There was some light at the end of the tunnel as Maine regulators had approved the plan in their state, but the Vermont ruling has changed the situation as FairPoint awaits the outcome of New Hampshire state’s deliberations.
FairPoint took over Verizon’s landline and Internet networks in Maine, New Hampshire and Vermont in early 2009, but then declared bankruptcy in October of that year. The company faced doubts from employee unions state legislators when it first agreed to buy Verizon’s landline business in the three northern New England states for US$2.3 billion. With the purchase, the company grew six-fold overnight.
The board said the company’s projections about its near-term future performance appeared to be too rosy, given recent history: “FairPoint has provided virtually no explanation as to why its projections are reasonable.”

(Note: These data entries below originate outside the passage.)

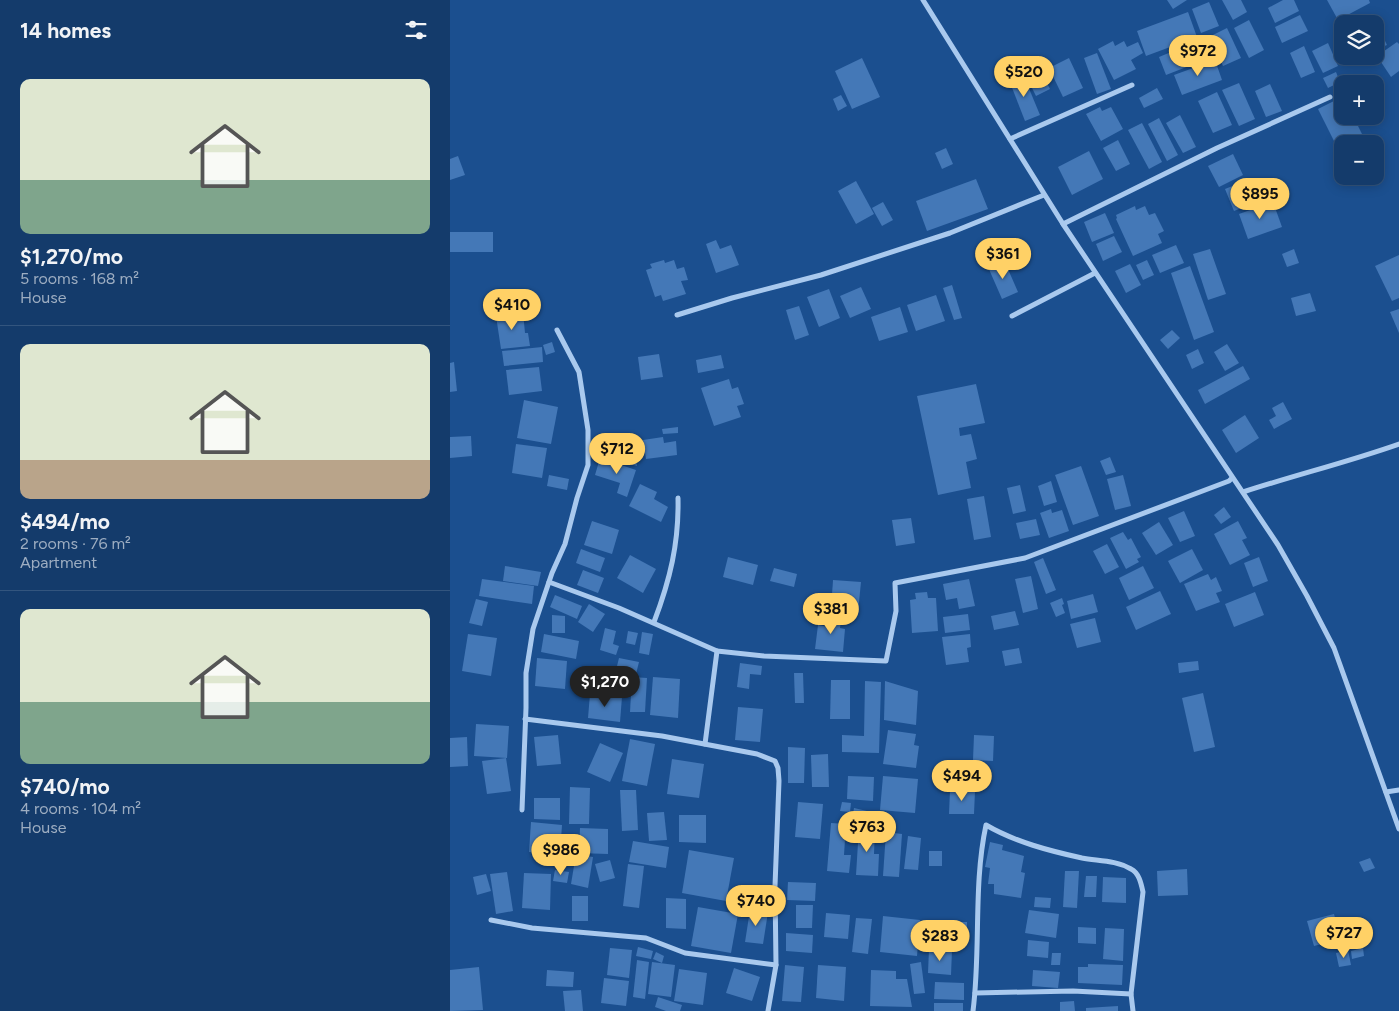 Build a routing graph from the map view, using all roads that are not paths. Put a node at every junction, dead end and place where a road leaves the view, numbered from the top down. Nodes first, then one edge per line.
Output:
1 (923, 0) edge
2 (1132, 85) dead end
3 (1330, 97) dead end
4 (1010, 138) junction
5 (1044, 195) junction
6 (1063, 224) junction
7 (1095, 272) junction
8 (677, 315) dead end
9 (1012, 316) dead end
10 (557, 330) dead end
11 (1399, 444) edge
12 (1232, 478) junction
13 (1243, 492) junction
14 (678, 498) dead end
15 (549, 582) junction
16 (654, 622) junction
17 (717, 651) junction
18 (525, 719) junction
19 (705, 744) junction
20 (1399, 790) edge
21 (1386, 792) junction
22 (522, 810) dead end
23 (1399, 828) edge
24 (491, 920) dead end
25 (776, 965) junction
26 (976, 993) junction
27 (1131, 994) junction
28 (768, 1011) edge
29 (974, 1011) edge
30 (1133, 1011) edge

1 - 4 street
2 - 4 street
3 - 6 street
4 - 5 street
5 - 6 street
5 - 8 street
6 - 7 street
7 - 9 street
7 - 12 street
10 - 15 street
11 - 13 street
12 - 13 street
12 - 17 street
13 - 21 street
14 - 16 street
15 - 16 street
15 - 18 street
16 - 17 street
17 - 19 street
18 - 19 street
18 - 22 street
19 - 25 street
20 - 21 street
21 - 23 street
24 - 25 street
25 - 28 street
26 - 27 street
26 - 27 street
26 - 29 street
27 - 30 street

Those projections, the board said, were “based upon the assumption that FairPoint’s losses in local revenue due to competition will be less than the company has experienced recently, that it can increase revenues from broadband services and special access services faster than it has recently, and that operating costs will trend downwards relative to recent experience.”
Michael Smith, FairPoint’s president for Vermont, declined to comment other than to say the company was reviewing the board’s order and that he was disappointed with the board’s conclusions about the company’s finances.